Serena Enardu: “Sono felice che molti si siano ricreduti, mi dispiaceva venisse messa in dubbio la mia moralità. Per me è difficile dire che voglio solo bene a Pago”. E lancia un messaggio agli haters

Di Melissa - 26 ottobre 2019 16:10:40

Trono classico - Serena Enardu

L’esperienza di Serena Enardu e Pago all’ultima edizione di Temptation Island Vip si è rivelata un fulmine a ciel sereno che ha destabilizzato una coppia all’apparenza unitissima: sin dai primi minuti divisi nei rispettivi villaggi, infatti, sono emerse tutte le problematiche della coppia sarda che hanno portato i due alla rottura definitiva durante il falò di confronto finale.

Se Pago ha trovato supporto e vicinanza da parte del pubblico che ha guardato la loro storia nel docu-reality, lo stesso non lo può dire della Enardu che è diventata bersaglio di asprissime critiche a causa dell’atteggiamento recriminatorio nei confronti dell’ex compagno e della vicinanza ambigua al tentatore Alessandro Graziani.

A distanza di un paio di giorni dalla messa in onda dell’ultimo incontro dell’ex coppia durante il Trono Classico di Uomini e Donne durante il canonico spazio dedicato ai partecipanti di Temptation Island Vip, l’ex tronista ha voluto rispondere all’attacco mediatico con un lungo sfogo condiviso tramite il suo account Instagram (potete ascoltare le sue parole nel video in apertura del post):

Buongiorno a tutti, stamattina mi sono svegliata e ho letto un po’ dei vostri direct e mi fa piacere leggere che molti voi, anche persone che in precedenza mi hanno criticato, abbiano rivisto la loro posizione nei miei confronti. Questo non perché io voglia essere compresa, condivisa o apprezzata da tutti però ciò che mi dispiaceva era che passasse un messaggio sbagliato della mia moralità perché non auguro a nessuno di passare quello che ho passato, e sto passando ancora oggi, perché la sofferenza nel separarsi da una persona alla quale si vuole bene, e dire voler bene è riduttivo, è tanta e mi fa male dire che voglio solo bene a Pago per cui penso che bisogna trovarsi nelle situazioni. Prima di lasciare libero sfogo al proprio pensiero bisognerebbe un poco immedesimarsi però capisco che questo non sia obbligatorio. Non vi nego che io sia stata male nel leggere tante cose però ho preferito non offuscare i messaggi sotto i miei post perché volevo lasciare possibilità di esprimersi a tutti. Questo è il mondo, è fatto anche da persone che non ragionano e che ti vomitano tutta la loro rabbia addosso… magari è servito a qualcuno.

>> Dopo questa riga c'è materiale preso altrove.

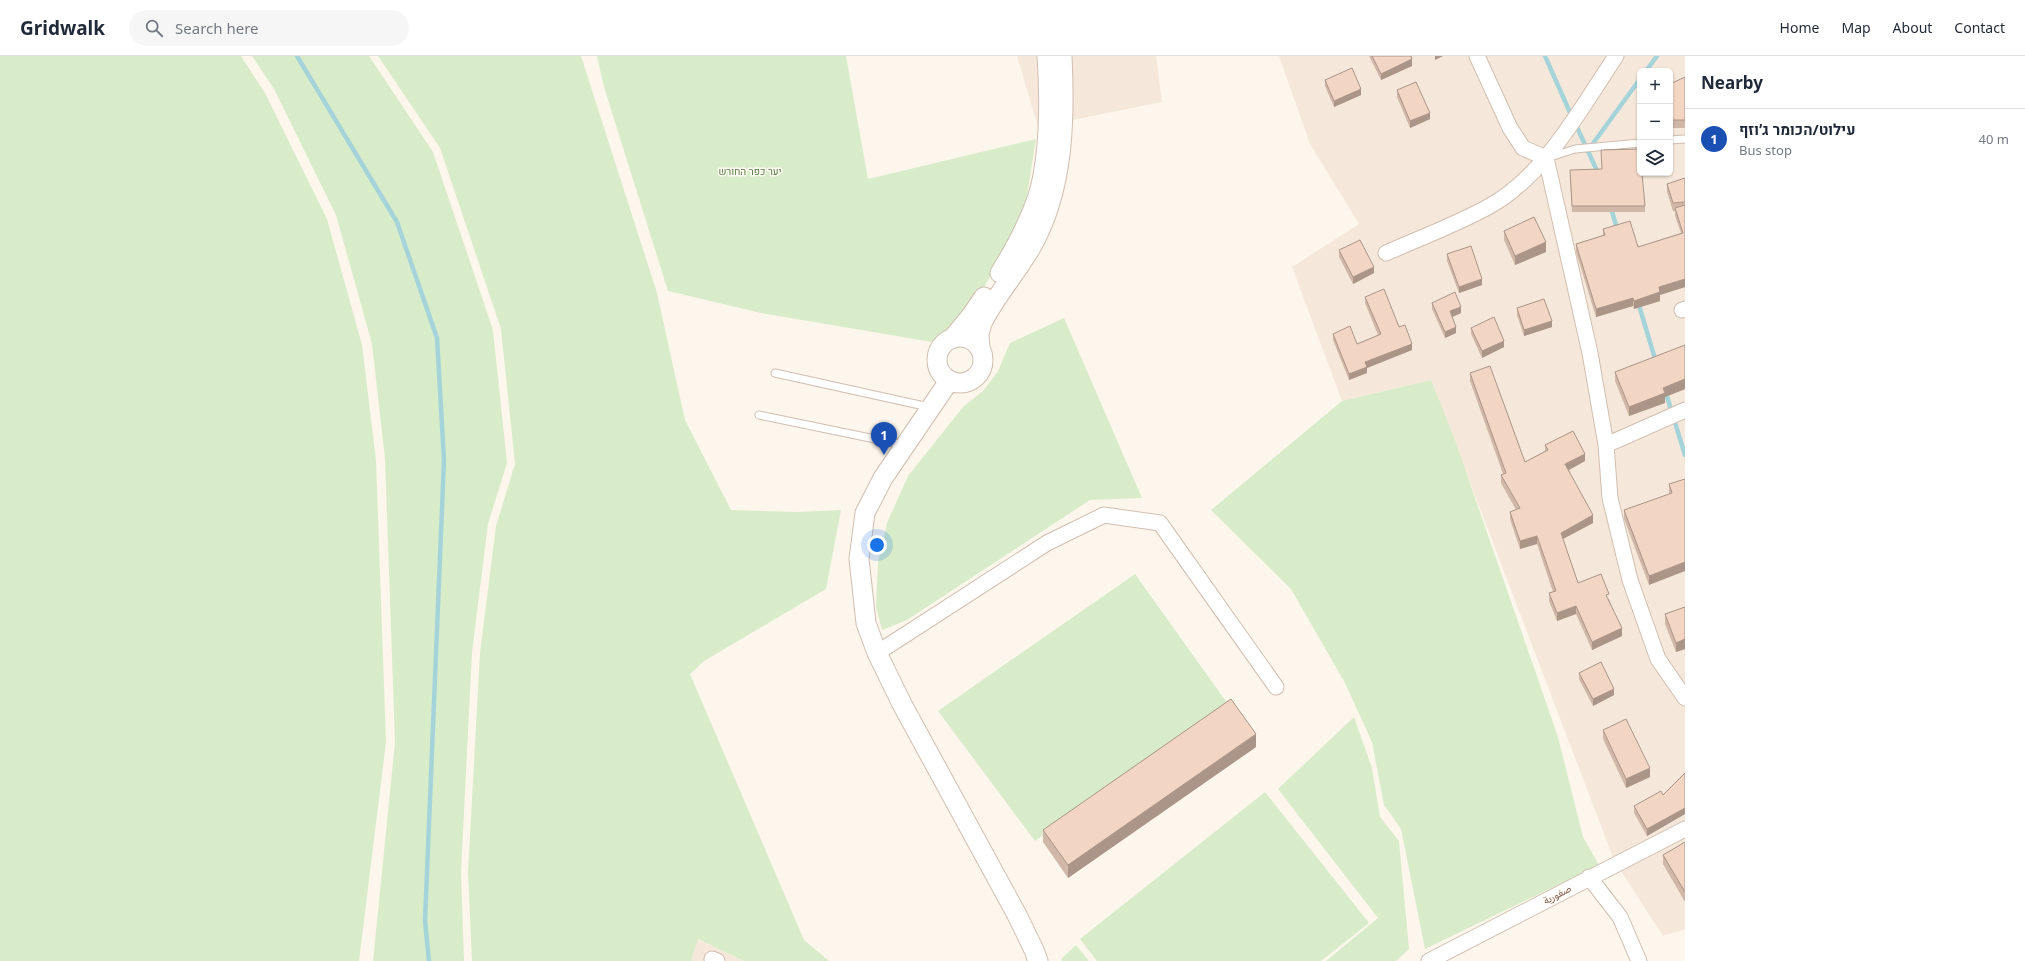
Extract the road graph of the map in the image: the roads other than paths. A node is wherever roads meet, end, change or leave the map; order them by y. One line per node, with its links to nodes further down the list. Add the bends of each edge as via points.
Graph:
1 (1047, 56): 10 (street, via 1047,135 1038,196 1010,258 971,316)
2 (1062, 56): 11 (street, via 1061,139 1050,206 1032,245 982,323 979,334)
3 (1476, 56): 8 (street, via 1510,128 1523,148)
4 (1616, 56): 8 (street)
5 (1685, 139): 6 (lane)
6 (1673, 140)
7 (1637, 143): 8 (lane, via 1575,149)
8 (1546, 158): 9 (street, via 1518,186 1489,207); 18 (street, via 1590,353)
9 (1386, 253)
10 (952, 339): 11 (street, via 968,338); 13 (street, via 944,344 937,358 941,374)
11 (980, 347): 13 (street, via 984,363 979,375 965,383)
12 (775, 373): 14 (lane)
13 (949, 381): 14 (street)
14 (930, 408): 17 (street)
15 (1685, 410): 18 (street)
16 (759, 415): 17 (lane)
17 (906, 445): 19 (street, via 883,478 865,513 859,560 866,623)
18 (1606, 445): 21 (street, via 1610,498 1630,580 1658,659)
19 (878, 653): 20 (street, via 1047,543 1104,515 1160,523); 24 (street, via 903,706 1017,915)
20 (1276, 687)
21 (1685, 698)
22 (1685, 830): 23 (street, صفورية)
23 (1589, 877): 25 (street, صفورية); 26 (street, via 1620,917)
24 (1038, 961)
25 (1429, 961)
26 (1639, 961)

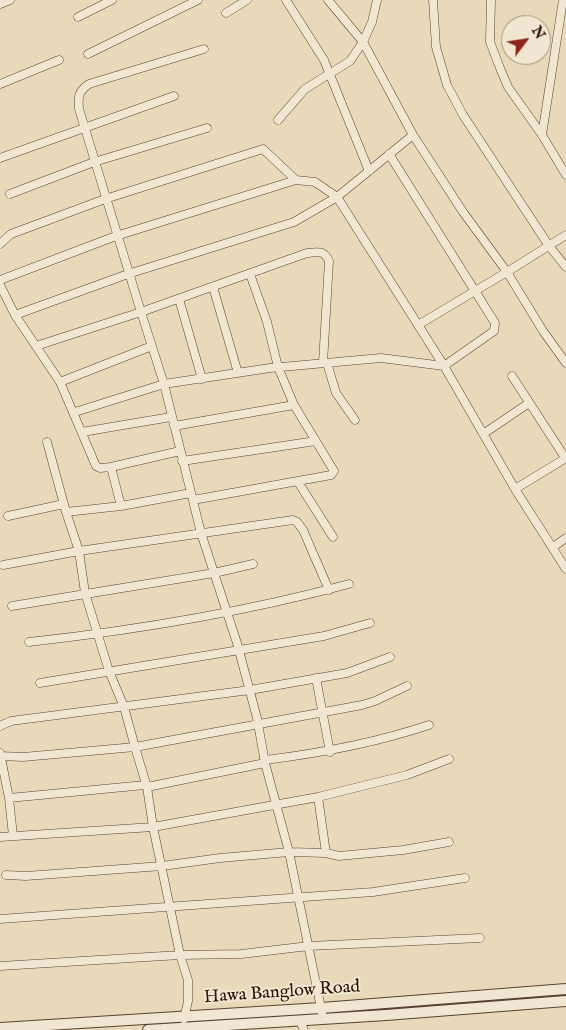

Serena ha allora voluto mandare un messaggio a quanti usano i social per sfogare la propria rabbia:

Quello che voglio dire con questo messaggio è che tutto quello che è successo, è successo a una donna di 43 anni, di una certa età, quindi ad un certo punto riesco anche a farmi una risata però quello che voglio si preso in considerazione è questo: potrebbe accadere anche alle delle giovani donne o ragazzine a scuola che vengono massacrate, additate per un atteggiamento che può non essere capito dagli altri e questo può essere preso in maniera catastrofica quindi mi auguro che le persone che hanno fatto questo non siano genitori o insegnanti che possono trasmettere ai ragazzi questa forma di bullismo perché io, ripeto, a 43 anni mi faccio una risata ma una ragazzina o un ragazzino potrebbe arrivare a dei gesti molto drastici. Lo sappiamo, c’è chi per una cosa del genere si è tolto la vita. […] Vorrei trasmettere a queste persone un po’ di coscienza e anche ai ragazzi: quando non vi piace l’atteggiamento di un’altra persona non dovete bullizzarla perché si arriva fare del male folle a delle persone che cercano solo di esprimere la loro identità quindi quello che mi ha amareggiato di più di tutta questa vicenda social è questo. Mi raccomando, non come forma di rimprovero o perché voglio insegnarvi qualcosa, però trasmettiamo ai nostri figli questa forma di rispetto nei confronti dell’essere umano perché un gruppo di persone enorme che attacca una sola persona può essere devastante… non per un adulto come me ma per un ragazzo sì. Tutti possono sbagliare ma non è giusto che gli altri, in massa, sbaglino su di lui.

E voi cosa ne pensate? Siete d’accordo con Serena?